A show about a show about a pair of celebrities that came to visit the show in its first run and now is remounted and revised. Yeah, it’s real. It’s what happens when the subjects are Randy and Evi Quaid. You might recall Randy from a series of character actor parts in films like Brokeback Mountain or the National Lampoon Vacation movies, or maybe even his Oscar nomination for The Last Detail back in the 1970s. Evi married Randy back in ’89. But of course that’s the real people, and not the show.
In this play, Release the Stars: The Ballad of Randy and Evi Quaid, co-written by Amanda Barker and Daniel Krolik, who also play the eponymous characters, Randy and Evi are recreated in various ways. Amongst the manners employed, Amanda and Daniel break the fourth wall to tell of meeting the duo back in 2012 when they attended the earlier version of the show at the Toronto Fringe. These episodes are, of course, the most amusing in the show – they are real and allow for a connection to be made between observers in the dark and participants up on stage, without the filters of madness or media involved. They also tell the easiest parts of the story to follow, as many in the audience will understand the nerves of preparing for a show or how anxiety-ridden meeting a celebrity or a politician or even a new employer can be… even if the person is rambling about how a cabal of lawyers, agents and estate planners is trying to kill him. Wait, that’s the Quaids again – too specific.
Other methods used to simulate the pair and fill in the uninformed involve some sparing video clips (of particular note, Randy’s song after the bows) and a few rather ridiculous recreations of conversations and encounters that the couple may have had with each other in bed or while driving, with equally campy projected backgrounds. These moments often reek of low-budget true-crime TV movies, like the type Randy made a few times. They come off as flat and predictable but necessary for the narrative to continue.
Of special note, really, are when Barker and Krolik allow Evi and Randy to soliloquize about their lives: in these moments, the couple seem less like the crazed celebrities the media has portrayed them as and more like someone who has emotions and a past, like someone you might have lived next to years ago or someone you love even now, no matter how damaged that person might be, but seen only in hindsight.
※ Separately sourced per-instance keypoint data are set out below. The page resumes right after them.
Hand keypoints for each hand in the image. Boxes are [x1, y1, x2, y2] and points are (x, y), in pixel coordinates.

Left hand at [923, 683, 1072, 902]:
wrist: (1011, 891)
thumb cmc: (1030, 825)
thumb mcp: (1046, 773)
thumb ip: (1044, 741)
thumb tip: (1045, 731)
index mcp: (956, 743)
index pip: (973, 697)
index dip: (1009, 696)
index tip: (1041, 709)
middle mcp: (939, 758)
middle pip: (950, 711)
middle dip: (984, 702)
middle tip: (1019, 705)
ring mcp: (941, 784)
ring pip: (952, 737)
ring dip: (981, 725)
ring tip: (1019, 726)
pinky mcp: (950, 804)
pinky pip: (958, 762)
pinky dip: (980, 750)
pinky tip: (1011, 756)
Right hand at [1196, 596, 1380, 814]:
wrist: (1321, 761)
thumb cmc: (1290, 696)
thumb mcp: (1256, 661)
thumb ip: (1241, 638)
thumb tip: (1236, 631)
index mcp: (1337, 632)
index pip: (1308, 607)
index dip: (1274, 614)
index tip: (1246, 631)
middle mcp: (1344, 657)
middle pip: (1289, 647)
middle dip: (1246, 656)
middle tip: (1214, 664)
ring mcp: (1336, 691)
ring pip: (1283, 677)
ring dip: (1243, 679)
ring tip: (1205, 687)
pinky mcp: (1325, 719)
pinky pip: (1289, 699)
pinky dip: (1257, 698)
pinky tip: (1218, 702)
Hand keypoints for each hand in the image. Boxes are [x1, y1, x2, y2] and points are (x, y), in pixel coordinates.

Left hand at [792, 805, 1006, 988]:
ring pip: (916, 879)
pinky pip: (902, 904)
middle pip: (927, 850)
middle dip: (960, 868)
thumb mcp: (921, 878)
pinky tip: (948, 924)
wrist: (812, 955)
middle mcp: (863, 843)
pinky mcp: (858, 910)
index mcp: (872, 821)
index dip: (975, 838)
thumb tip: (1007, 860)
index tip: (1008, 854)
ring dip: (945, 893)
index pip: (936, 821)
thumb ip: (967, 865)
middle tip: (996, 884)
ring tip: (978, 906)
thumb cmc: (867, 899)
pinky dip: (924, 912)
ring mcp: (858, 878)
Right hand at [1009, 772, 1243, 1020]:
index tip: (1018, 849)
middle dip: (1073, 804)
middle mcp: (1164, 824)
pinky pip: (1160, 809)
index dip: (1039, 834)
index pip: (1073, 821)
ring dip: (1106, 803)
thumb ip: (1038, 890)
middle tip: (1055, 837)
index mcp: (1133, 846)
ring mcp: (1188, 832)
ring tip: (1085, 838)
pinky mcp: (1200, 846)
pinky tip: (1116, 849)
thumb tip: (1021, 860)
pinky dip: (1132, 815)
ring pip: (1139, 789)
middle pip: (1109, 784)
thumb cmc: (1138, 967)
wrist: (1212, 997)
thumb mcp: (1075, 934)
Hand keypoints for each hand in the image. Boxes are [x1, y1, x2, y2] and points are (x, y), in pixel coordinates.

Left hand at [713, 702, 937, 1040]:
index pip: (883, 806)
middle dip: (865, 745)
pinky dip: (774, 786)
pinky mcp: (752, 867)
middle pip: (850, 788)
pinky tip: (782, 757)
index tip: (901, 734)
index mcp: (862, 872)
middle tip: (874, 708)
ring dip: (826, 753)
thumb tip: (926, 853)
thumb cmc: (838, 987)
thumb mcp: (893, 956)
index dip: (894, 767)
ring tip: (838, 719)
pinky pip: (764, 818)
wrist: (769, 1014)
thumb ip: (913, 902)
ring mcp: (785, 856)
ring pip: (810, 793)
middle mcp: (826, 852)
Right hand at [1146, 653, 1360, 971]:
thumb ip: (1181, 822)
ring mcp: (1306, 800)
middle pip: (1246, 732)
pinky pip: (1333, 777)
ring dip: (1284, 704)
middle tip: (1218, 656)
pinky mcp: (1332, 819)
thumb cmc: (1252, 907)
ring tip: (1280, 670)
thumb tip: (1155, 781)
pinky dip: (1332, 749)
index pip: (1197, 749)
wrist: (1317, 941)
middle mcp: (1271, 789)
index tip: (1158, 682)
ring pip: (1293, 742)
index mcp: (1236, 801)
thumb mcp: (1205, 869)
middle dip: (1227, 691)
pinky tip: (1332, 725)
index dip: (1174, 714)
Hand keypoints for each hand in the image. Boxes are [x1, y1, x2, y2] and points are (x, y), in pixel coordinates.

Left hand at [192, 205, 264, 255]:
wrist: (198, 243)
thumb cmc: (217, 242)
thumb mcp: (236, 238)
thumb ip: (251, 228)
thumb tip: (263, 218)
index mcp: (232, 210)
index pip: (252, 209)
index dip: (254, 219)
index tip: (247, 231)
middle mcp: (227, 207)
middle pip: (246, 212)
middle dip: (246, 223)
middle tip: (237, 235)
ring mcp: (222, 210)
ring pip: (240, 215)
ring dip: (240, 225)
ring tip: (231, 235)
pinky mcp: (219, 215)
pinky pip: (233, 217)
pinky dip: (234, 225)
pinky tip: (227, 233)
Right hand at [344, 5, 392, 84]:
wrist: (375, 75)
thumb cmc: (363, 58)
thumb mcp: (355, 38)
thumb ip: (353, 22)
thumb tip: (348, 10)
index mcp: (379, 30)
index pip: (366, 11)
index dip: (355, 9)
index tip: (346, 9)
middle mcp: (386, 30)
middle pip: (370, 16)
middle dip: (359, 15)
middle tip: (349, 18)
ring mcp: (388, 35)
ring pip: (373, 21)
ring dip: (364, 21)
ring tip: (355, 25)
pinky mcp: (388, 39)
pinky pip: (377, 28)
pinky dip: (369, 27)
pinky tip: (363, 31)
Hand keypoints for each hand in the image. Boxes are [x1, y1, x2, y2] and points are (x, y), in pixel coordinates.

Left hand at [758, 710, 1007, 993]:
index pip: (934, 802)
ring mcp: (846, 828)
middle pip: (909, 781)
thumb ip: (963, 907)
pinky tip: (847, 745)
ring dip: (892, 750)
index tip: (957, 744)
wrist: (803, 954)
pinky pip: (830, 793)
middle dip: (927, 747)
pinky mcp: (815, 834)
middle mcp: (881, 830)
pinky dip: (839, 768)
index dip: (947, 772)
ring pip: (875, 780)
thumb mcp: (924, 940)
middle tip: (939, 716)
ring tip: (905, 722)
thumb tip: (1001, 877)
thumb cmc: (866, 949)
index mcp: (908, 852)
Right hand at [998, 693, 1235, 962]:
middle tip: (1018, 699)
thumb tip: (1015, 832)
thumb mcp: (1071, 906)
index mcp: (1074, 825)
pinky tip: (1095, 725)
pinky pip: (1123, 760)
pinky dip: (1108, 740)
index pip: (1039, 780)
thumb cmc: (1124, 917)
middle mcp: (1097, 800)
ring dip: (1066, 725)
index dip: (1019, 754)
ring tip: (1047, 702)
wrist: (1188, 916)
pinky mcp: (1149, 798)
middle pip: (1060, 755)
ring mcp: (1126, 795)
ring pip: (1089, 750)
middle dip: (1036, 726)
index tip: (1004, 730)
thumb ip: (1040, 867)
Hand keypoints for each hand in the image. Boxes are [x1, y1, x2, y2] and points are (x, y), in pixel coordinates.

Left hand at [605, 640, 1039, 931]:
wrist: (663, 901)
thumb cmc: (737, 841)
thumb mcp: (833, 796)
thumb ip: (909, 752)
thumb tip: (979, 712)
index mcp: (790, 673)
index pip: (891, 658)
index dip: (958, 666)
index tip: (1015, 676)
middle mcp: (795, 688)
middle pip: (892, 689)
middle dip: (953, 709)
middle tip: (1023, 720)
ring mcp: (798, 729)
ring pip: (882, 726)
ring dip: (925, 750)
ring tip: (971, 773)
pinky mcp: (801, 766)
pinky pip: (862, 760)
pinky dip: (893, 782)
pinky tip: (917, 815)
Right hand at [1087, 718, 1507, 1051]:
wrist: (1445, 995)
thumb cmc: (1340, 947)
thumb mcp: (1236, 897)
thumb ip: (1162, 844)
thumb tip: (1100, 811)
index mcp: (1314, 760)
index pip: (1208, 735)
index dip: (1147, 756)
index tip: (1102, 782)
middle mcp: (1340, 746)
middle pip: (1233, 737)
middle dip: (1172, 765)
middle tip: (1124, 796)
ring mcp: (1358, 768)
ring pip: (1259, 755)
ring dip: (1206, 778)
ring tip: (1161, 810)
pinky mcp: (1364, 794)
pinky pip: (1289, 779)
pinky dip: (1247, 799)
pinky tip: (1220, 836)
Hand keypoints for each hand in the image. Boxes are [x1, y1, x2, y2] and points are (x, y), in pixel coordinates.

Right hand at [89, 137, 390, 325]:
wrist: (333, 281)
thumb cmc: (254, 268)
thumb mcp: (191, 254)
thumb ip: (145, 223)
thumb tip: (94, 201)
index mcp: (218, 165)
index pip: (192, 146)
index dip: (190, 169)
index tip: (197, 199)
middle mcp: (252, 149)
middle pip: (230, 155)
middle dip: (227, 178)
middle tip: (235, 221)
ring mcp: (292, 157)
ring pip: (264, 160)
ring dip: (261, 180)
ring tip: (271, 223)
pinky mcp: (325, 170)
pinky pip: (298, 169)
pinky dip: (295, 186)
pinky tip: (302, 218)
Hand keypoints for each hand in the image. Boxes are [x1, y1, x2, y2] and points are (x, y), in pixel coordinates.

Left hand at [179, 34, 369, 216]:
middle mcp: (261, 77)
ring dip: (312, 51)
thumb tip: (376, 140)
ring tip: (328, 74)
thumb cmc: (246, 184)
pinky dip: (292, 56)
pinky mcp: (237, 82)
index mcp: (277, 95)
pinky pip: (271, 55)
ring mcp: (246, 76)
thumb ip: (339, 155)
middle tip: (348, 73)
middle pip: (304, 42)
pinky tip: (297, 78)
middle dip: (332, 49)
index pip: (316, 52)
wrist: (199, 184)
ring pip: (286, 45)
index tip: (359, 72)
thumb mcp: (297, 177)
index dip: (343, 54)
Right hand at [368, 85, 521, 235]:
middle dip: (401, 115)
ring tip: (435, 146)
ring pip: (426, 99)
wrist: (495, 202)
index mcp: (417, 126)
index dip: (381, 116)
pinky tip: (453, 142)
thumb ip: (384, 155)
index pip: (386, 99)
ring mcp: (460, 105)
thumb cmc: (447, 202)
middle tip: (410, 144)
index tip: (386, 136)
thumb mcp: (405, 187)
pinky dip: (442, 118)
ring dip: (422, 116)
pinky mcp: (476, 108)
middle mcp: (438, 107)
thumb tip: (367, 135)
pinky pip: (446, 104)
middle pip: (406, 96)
The layers of the show are baffling and compelling at the same time: what’s real, what’s one person’s interpretation of the events and maybe even what is it that the Star Whackers (that’s Randy’s name for the group of people out to kill celebrities… and of course he’s on the list) want us, the commoners, to think about these people. Because one thing that the show does really well is make us realize that these are still commoners – they might live in Hollywood (well, at one point they did) and might make headlines, but they are still human and flawed and able to be persecuted. It’s all in the perspective, who does the telling of the tale.
The piece doesn’t always captivate but it definitely questions and compels an audience to respond – what more can you ask of provocateur director Jack Grinhaus and his cast?